Quella sinistra che nega l’evidenza: Giulietti trasforma gli agenti di Trieste in “morti sul lavoro”

 

Vietato dire che li hanno ammazzati. Meglio dire che «sono rimasti uccisi». Vietato dire che li ha freddati un pazzo o un criminale o entrambe le cose – si vedrà – che ha sparato a bruciapelo. Meglio dire che sono «morti sul lavoro». A leggere i commenti di certa sinistra sembra quasi che gli agenti Matteo Demenego e Pierluigi Rotta, uccisi a Trieste, siano morti per una tragica fatalità. Magari per un ramo caduto sulla loro auto. E non, come è stato, perché il domenicano Alejandro Augusto Stephan Meran li ha assassinati sparando all’improvviso oltre 20 colpi da due pistole.
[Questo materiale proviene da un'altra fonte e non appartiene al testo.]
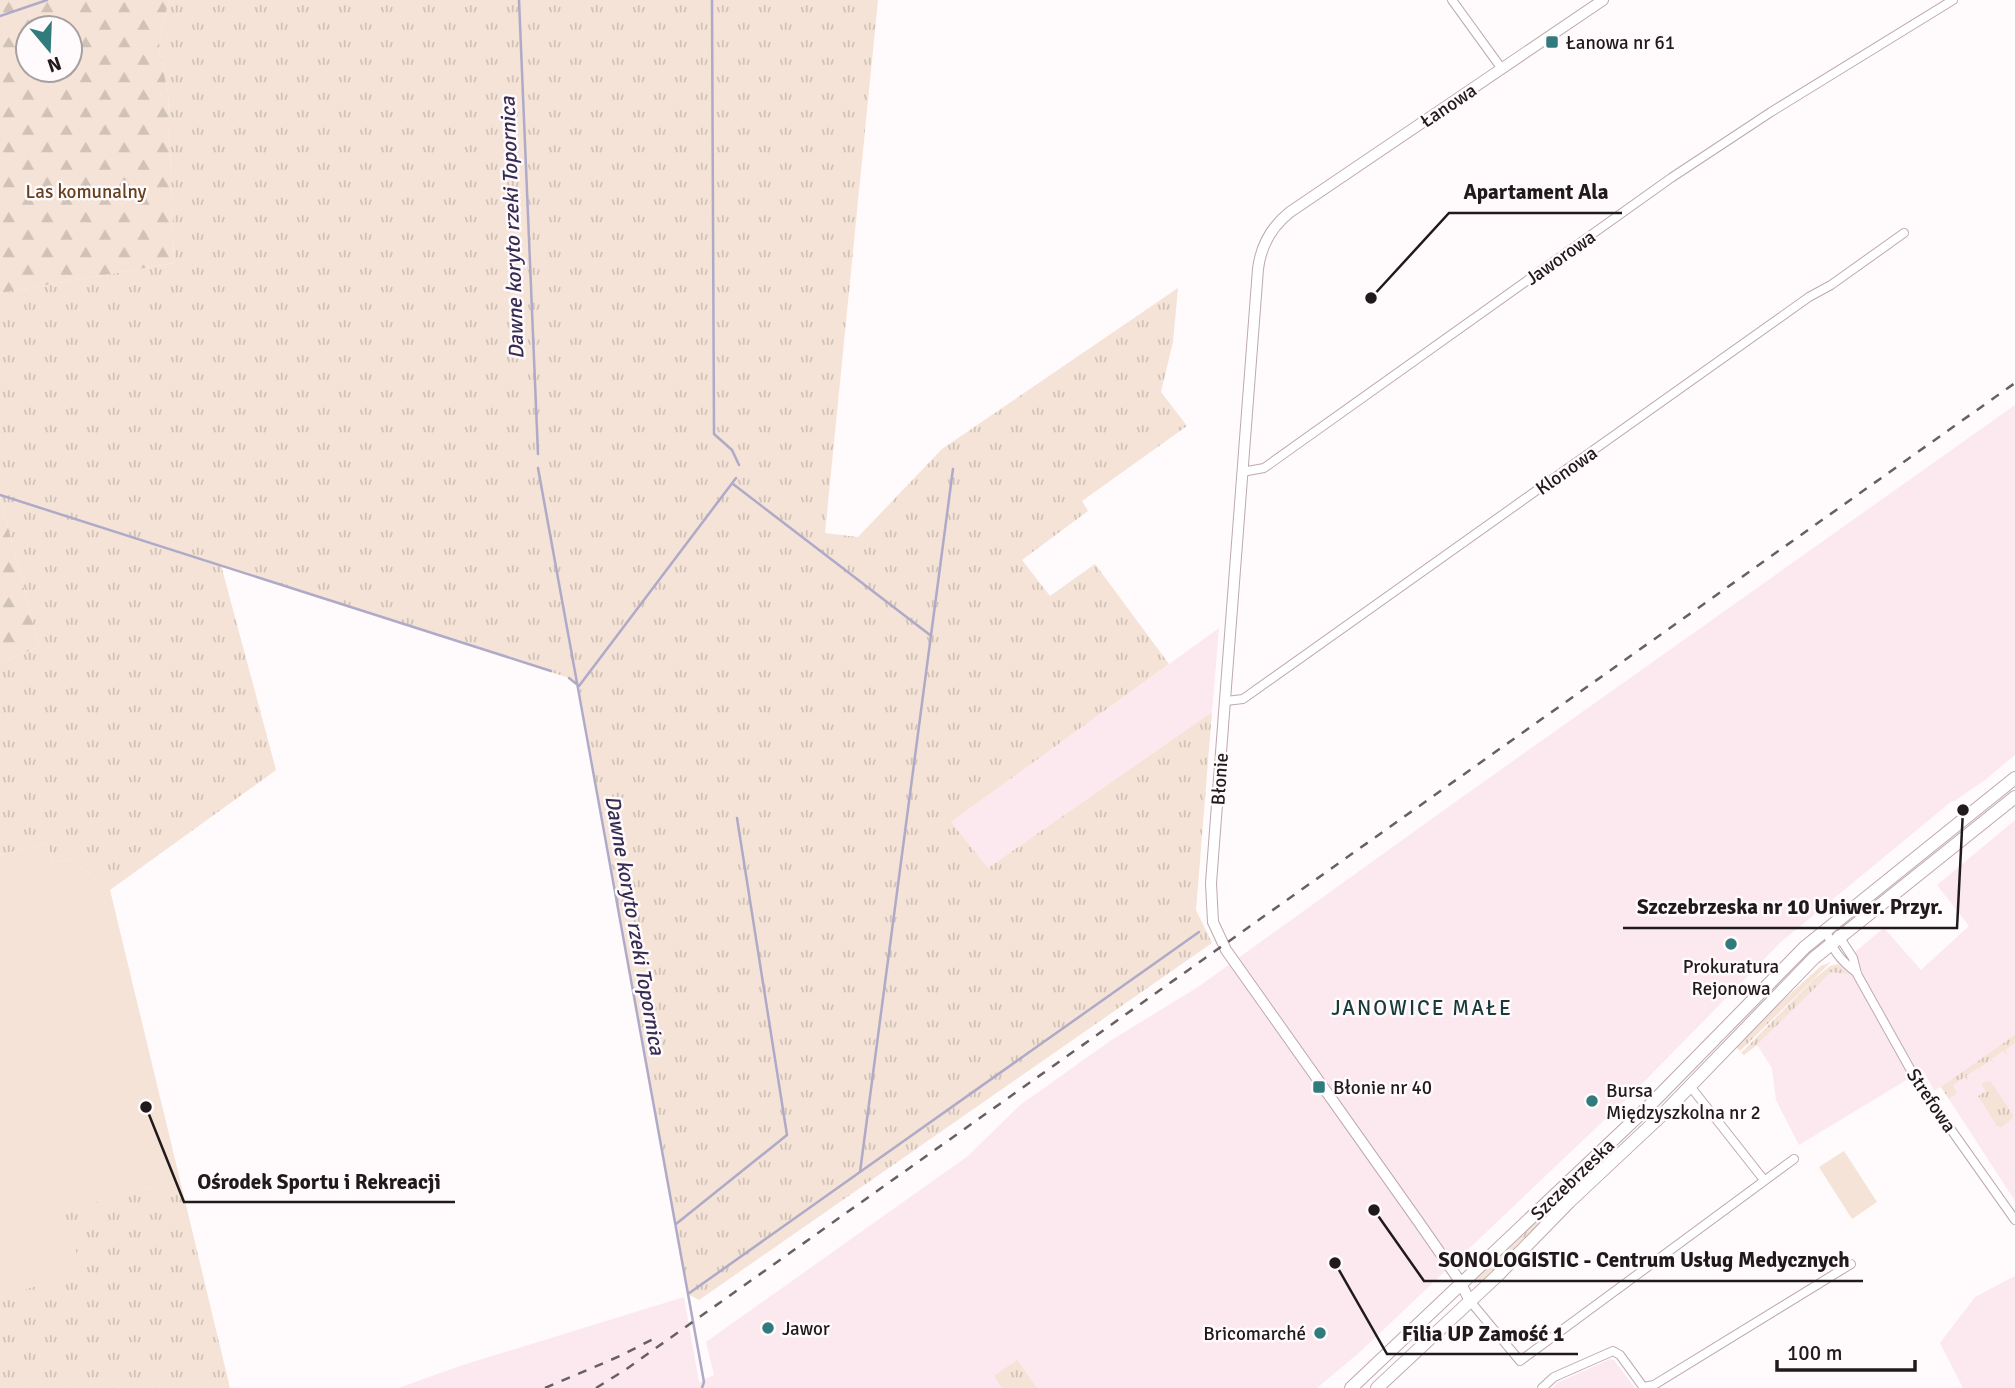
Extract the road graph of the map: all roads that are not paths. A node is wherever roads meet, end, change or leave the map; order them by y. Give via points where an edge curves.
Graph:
1 (1452, 0) edge
2 (1603, 0) edge
3 (1953, 0) edge
4 (1502, 69) junction
5 (1293, 209) joint
6 (1905, 233) dead end
7 (1242, 472) junction
8 (1226, 701) junction
9 (2015, 778) edge
10 (2015, 797) edge
11 (1826, 928) junction
12 (1834, 941) junction
13 (1690, 1086) junction
14 (1794, 1159) dead end
15 (1764, 1180) junction
16 (2015, 1220) edge
17 (1851, 1264) dead end
18 (1461, 1285) junction
19 (1470, 1301) junction
20 (1644, 1387) edge
21 (1351, 1388) edge
22 (1377, 1388) edge
23 (1542, 1388) edge

1 - 4 street
2 - 4 street, Łanowa
3 - 7 street, Jaworowa via 1671,178 1264,468
4 - 5 street, Łanowa
5 - 7 street, Błonie via 1271,231 1259,260
6 - 8 street, Klonowa via 1243,699
7 - 8 street, Błonie
8 - 18 street, Błonie via 1211,893 1216,931
9 - 11 main road, Szczebrzeska
10 - 12 main road, Szczebrzeska
11 - 12 street
11 - 18 main road, Szczebrzeska
12 - 13 main road, Szczebrzeska
12 - 16 street, Strefowa via 1918,1083
13 - 15 street
13 - 19 main road, Szczebrzeska
14 - 15 street
15 - 19 street via 1520,1361
17 - 20 street
18 - 19 street, Błonie
18 - 21 main road, Szczebrzeska
19 - 22 main road, Szczebrzeska
20 - 23 street via 1613,1352 1554,1377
I poliziotti di Trieste diventano «morti sul lavoro»
A farsi notare per questa vergognosa narrazione è stato, per primo, il presidente della Camera, Roberto Fico, che anche dallo scranno più alto di Montecitorio non sembra mai dimenticare la sua formazione nei centri sociali. Per lui i due poliziotti sono «rimasti uccisi». È andato oltre Beppe Giulietti, già deputato di sinistra e oggi presidente della Federazione nazionale stampa italiana. Giulietti si è premurato di cinguettare che «i due poliziotti uccisi a Trieste vanno considerate due vittime di quella infinita strage che si chiama morti sul lavoro».

Giulietti e la #psichiatriademocratica
Entrambi ne hanno ricavato una sequela di critiche e talvolta di veri e propri insulti da parte degli utenti twitter, che hanno percepito e rigettato il tentativo di minimizzare e perfino mistificare quanto successo a Trieste. Fra gli altri a rispondere è stato anche il direttore del Secolo d’Italia, Francesco Storace, che se a Fico ha dedicato un articolo per ricordare che «deve rispettare quei poliziotti assassinati e non “rimasti uccisi”», a Giulietti ha replicato nell’unico modo possibile: «Il tuo modo di twittare invece è #psichiatriademocratica».